(Source data)
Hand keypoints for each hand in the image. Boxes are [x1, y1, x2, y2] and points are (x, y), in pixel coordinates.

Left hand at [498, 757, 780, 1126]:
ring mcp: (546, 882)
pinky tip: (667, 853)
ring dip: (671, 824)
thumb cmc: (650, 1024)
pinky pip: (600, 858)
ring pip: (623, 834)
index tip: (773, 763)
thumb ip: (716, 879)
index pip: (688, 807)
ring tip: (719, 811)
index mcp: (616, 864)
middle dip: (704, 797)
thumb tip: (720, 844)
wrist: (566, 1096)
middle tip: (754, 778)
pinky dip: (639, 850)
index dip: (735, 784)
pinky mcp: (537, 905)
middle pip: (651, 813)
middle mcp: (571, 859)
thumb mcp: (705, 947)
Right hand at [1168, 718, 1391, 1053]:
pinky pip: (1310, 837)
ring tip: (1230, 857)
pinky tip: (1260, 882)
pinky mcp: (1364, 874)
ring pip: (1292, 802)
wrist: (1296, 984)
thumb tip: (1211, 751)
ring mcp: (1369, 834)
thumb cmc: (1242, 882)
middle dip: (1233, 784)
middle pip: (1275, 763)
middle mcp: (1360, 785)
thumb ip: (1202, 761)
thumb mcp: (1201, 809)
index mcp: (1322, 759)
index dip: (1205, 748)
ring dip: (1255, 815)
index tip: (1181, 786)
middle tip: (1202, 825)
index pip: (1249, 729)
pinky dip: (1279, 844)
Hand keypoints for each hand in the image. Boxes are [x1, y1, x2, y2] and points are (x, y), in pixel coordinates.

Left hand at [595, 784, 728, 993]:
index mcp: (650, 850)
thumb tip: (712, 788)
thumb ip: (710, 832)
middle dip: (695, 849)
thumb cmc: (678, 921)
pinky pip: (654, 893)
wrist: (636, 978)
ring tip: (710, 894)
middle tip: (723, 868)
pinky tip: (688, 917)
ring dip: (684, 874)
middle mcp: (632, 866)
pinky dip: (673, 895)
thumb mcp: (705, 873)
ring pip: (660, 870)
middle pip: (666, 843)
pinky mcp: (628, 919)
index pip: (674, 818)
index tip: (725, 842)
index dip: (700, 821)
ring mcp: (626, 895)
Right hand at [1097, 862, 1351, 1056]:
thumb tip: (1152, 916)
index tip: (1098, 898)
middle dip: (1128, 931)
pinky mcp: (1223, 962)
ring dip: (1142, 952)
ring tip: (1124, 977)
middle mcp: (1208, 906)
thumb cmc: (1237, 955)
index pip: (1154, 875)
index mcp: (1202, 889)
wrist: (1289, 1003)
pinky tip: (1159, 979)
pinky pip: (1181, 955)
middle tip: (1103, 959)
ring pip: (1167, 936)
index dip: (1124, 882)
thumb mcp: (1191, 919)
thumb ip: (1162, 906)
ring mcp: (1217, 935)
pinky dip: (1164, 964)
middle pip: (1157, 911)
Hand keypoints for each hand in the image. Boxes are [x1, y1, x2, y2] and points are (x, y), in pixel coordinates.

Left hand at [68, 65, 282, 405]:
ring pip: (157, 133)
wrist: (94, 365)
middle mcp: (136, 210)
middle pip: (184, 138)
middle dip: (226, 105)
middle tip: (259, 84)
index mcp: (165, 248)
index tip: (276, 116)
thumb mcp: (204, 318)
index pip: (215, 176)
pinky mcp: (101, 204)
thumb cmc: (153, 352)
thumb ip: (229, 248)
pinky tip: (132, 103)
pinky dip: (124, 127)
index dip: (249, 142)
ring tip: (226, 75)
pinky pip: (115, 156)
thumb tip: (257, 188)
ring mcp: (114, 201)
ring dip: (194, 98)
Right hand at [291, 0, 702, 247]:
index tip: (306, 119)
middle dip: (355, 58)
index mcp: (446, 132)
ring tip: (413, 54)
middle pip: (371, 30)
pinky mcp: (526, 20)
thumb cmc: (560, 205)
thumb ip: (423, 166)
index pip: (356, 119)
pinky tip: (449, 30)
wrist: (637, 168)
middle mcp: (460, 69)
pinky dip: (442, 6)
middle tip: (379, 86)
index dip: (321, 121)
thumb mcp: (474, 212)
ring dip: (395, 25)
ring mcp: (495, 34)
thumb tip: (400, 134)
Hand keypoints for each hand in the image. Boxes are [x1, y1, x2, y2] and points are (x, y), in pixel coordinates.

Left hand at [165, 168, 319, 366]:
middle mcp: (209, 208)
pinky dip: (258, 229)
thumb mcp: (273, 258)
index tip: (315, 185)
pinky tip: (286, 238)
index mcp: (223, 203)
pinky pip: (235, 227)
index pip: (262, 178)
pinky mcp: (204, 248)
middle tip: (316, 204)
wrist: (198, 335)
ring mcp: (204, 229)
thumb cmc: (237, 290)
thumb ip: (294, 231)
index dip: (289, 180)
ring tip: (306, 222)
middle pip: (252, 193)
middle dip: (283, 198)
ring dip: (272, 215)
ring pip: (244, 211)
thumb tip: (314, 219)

Work to be completed
Please return every line of the data, unaltered.

Reply to the task
Hand keypoints for each hand in the image. Boxes are [x1, y1, x2, y2] and points are (x, y), in pixel coordinates.

Left hand at [498, 757, 780, 1126]:
ring mcp: (546, 882)
pinky tip: (667, 853)
ring dip: (671, 824)
thumb cmc: (650, 1024)
pinky pip: (600, 858)
ring pip: (623, 834)
index tip: (773, 763)
thumb ip: (716, 879)
index pip: (688, 807)
ring tip: (719, 811)
index mcp: (616, 864)
middle dip: (704, 797)
thumb tip: (720, 844)
wrist: (566, 1096)
middle tip: (754, 778)
pinky dip: (639, 850)
index dip: (735, 784)
pinky mcp: (537, 905)
middle pip: (651, 813)
middle mcp: (571, 859)
thumb mcp: (705, 947)
Right hand at [1168, 718, 1391, 1053]:
pinky pip: (1310, 837)
ring tip: (1230, 857)
pinky tip: (1260, 882)
pinky mcp: (1364, 874)
ring pip: (1292, 802)
wrist: (1296, 984)
thumb tip: (1211, 751)
ring mcp: (1369, 834)
thumb cmc: (1242, 882)
middle dip: (1233, 784)
middle pip: (1275, 763)
middle mcp: (1360, 785)
thumb ip: (1202, 761)
thumb mcp: (1201, 809)
index mcp: (1322, 759)
index dip: (1205, 748)
ring dip: (1255, 815)
index tip: (1181, 786)
middle tip: (1202, 825)
index pip: (1249, 729)
pinky dip: (1279, 844)
Hand keypoints for each hand in the image. Boxes are [x1, y1, x2, y2] and points are (x, y), in pixel coordinates.

Left hand at [595, 784, 728, 993]:
index mcp: (650, 850)
thumb tip: (712, 788)
thumb ip: (710, 832)
middle dip: (695, 849)
thumb cmc: (678, 921)
pinky pip: (654, 893)
wrist: (636, 978)
ring tip: (710, 894)
middle tip: (723, 868)
pinky tip: (688, 917)
ring dip: (684, 874)
middle mcp: (632, 866)
pinky dip: (673, 895)
thumb mcp: (705, 873)
ring pip: (660, 870)
middle pip: (666, 843)
pinky mcp: (628, 919)
index pip: (674, 818)
index tip: (725, 842)
index dip: (700, 821)
ring mcp: (626, 895)
Right hand at [1097, 862, 1351, 1056]:
thumb tip: (1152, 916)
index tip: (1098, 898)
middle dip: (1128, 931)
pinky mcp: (1223, 962)
ring dip: (1142, 952)
ring tip: (1124, 977)
middle mcp: (1208, 906)
thumb cmc: (1237, 955)
index pip: (1154, 875)
index mcp: (1202, 889)
wrist: (1289, 1003)
pinky tip: (1159, 979)
pinky pip: (1181, 955)
middle tip: (1103, 959)
ring pip: (1167, 936)
index dip: (1124, 882)
thumb mcp: (1191, 919)
thumb ip: (1162, 906)
ring mcp: (1217, 935)
pinky dip: (1164, 964)
middle pip: (1157, 911)
Hand keypoints for each hand in the image. Boxes are [x1, y1, x2, y2] and points are (x, y), in pixel coordinates.

Left hand at [68, 65, 282, 405]:
ring pip: (157, 133)
wrist: (94, 365)
middle mcp: (136, 210)
middle pip: (184, 138)
middle dip: (226, 105)
middle tip: (259, 84)
index mcp: (165, 248)
index tip: (276, 116)
thumb mcp: (204, 318)
index pip: (215, 176)
pinky mcp: (101, 204)
thumb cmc: (153, 352)
thumb ip: (229, 248)
pinky tip: (132, 103)
pinky dip: (124, 127)
index dip: (249, 142)
ring tip: (226, 75)
pinky pip: (115, 156)
thumb tip: (257, 188)
ring mcp: (114, 201)
ring dip: (194, 98)
Right hand at [291, 0, 702, 247]:
index tip: (306, 119)
middle dip: (355, 58)
index mcp: (446, 132)
ring tip: (413, 54)
middle pip: (371, 30)
pinky mcp: (526, 20)
thumb cmc: (560, 205)
thumb ip: (423, 166)
index pip: (356, 119)
pinky tip: (449, 30)
wrist: (637, 168)
middle mcp: (460, 69)
pinky dip: (442, 6)
middle tip: (379, 86)
index dip: (321, 121)
thumb mcp: (474, 212)
ring dip: (395, 25)
ring mcp: (495, 34)
thumb tip: (400, 134)
Hand keypoints for each hand in the image. Boxes are [x1, y1, x2, y2] and points are (x, y), in pixel coordinates.

Left hand at [165, 168, 319, 366]:
middle mcp: (209, 208)
pinky dip: (258, 229)
thumb mcp: (273, 258)
index tip: (315, 185)
pinky tip: (286, 238)
index mcp: (223, 203)
pinky pip: (235, 227)
index pip: (262, 178)
pinky mcp: (204, 248)
middle tip: (316, 204)
wrist: (198, 335)
ring mcp: (204, 229)
thumb cmc: (237, 290)
thumb ip: (294, 231)
index dip: (289, 180)
ring tip: (306, 222)
middle pip: (252, 193)
middle dip: (283, 198)
ring dip: (272, 215)
ring pip: (244, 211)
thumb tip: (314, 219)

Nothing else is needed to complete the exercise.